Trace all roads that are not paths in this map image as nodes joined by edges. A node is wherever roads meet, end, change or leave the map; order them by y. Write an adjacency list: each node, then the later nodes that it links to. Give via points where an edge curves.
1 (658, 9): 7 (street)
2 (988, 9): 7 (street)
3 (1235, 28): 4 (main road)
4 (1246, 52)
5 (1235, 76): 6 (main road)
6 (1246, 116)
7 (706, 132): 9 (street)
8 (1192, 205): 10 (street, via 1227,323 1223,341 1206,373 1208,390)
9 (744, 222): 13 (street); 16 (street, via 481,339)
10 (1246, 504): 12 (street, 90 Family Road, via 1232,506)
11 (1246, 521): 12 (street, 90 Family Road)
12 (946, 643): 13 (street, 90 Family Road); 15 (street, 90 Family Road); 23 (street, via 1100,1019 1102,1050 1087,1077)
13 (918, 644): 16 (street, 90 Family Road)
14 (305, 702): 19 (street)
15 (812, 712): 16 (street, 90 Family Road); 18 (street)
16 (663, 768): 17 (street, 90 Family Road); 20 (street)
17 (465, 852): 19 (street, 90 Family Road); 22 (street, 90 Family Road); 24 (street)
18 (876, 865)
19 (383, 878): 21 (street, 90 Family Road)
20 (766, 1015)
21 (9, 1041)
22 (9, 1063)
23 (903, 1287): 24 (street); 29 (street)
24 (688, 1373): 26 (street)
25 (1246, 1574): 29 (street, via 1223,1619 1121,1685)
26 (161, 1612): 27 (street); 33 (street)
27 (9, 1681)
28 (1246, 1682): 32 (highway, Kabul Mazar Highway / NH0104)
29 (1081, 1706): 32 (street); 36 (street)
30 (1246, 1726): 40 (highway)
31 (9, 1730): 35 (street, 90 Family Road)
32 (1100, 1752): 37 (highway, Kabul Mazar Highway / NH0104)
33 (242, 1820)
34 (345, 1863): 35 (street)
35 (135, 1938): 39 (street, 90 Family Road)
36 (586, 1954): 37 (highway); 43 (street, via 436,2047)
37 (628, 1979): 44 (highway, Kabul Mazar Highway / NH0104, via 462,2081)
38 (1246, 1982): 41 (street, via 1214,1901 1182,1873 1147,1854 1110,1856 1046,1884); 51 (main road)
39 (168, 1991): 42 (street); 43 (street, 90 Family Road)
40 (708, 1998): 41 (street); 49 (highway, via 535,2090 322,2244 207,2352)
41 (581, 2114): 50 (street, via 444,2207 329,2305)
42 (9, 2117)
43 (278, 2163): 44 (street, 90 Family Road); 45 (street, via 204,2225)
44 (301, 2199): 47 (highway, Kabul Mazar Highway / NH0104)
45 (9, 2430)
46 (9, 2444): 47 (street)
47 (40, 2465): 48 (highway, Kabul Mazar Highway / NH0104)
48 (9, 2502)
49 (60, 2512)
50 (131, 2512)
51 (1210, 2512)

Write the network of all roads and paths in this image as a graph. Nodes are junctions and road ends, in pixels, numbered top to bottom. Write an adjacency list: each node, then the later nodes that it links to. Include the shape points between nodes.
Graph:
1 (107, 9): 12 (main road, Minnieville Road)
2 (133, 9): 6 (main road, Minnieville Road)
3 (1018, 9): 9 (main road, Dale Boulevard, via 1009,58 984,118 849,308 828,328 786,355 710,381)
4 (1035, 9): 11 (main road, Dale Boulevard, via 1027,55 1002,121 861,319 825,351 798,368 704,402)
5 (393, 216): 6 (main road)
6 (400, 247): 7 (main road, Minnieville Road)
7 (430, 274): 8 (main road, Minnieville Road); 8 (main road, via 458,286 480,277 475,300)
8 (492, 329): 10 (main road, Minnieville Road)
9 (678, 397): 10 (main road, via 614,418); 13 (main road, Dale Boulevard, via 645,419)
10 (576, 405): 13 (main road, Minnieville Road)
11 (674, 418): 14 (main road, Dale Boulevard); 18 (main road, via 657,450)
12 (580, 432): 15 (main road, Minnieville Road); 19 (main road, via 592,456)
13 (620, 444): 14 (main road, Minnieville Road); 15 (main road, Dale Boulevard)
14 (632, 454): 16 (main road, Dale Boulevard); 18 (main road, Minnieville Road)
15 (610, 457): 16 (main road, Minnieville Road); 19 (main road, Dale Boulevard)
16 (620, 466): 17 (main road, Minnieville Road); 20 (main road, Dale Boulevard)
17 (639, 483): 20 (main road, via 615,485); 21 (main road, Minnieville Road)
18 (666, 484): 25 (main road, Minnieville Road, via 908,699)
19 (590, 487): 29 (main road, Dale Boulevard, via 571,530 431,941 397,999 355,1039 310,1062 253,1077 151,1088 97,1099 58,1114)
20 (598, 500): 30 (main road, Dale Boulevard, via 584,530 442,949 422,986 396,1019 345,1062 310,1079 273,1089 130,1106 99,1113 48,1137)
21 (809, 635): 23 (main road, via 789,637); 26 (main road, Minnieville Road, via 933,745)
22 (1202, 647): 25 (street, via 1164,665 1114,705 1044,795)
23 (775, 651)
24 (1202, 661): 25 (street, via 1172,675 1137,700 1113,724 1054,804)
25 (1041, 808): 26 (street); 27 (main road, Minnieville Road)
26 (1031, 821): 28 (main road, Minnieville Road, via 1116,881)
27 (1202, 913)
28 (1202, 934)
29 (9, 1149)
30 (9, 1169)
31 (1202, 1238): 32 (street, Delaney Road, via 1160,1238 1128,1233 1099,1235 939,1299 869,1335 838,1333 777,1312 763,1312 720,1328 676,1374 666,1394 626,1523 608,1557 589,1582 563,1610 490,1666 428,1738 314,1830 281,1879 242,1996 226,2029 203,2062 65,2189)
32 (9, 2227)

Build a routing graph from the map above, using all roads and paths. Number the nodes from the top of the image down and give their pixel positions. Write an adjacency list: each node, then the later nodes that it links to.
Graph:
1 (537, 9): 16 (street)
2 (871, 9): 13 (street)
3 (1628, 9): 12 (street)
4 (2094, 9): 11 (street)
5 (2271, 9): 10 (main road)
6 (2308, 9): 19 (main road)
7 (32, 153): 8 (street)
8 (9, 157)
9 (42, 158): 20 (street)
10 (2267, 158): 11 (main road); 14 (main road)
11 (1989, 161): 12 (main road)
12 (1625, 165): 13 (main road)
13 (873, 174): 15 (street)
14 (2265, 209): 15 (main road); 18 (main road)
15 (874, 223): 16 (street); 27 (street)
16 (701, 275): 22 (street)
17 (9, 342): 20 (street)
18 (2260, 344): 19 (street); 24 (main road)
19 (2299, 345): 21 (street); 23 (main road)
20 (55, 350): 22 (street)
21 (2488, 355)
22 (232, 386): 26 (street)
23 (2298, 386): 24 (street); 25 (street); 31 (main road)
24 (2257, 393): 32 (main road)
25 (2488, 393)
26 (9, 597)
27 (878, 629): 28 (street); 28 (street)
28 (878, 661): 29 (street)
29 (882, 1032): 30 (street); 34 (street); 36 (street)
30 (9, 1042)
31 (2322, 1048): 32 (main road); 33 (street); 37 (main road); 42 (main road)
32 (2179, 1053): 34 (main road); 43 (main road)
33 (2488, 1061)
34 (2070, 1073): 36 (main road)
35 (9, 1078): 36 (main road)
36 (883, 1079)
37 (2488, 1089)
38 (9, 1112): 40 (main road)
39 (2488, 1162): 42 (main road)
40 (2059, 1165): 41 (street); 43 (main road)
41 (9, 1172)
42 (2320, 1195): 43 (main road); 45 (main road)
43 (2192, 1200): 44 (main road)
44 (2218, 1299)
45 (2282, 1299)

··········

INSTRUCTIONS FOR THE TASK -
Whenever the string "Kabul" occurs in a line of the entries above, copy that line.

RESPONSE FOR THIS EXERCISE -
28 (1246, 1682): 32 (highway, Kabul Mazar Highway / NH0104)
32 (1100, 1752): 37 (highway, Kabul Mazar Highway / NH0104)
37 (628, 1979): 44 (highway, Kabul Mazar Highway / NH0104, via 462,2081)
44 (301, 2199): 47 (highway, Kabul Mazar Highway / NH0104)
47 (40, 2465): 48 (highway, Kabul Mazar Highway / NH0104)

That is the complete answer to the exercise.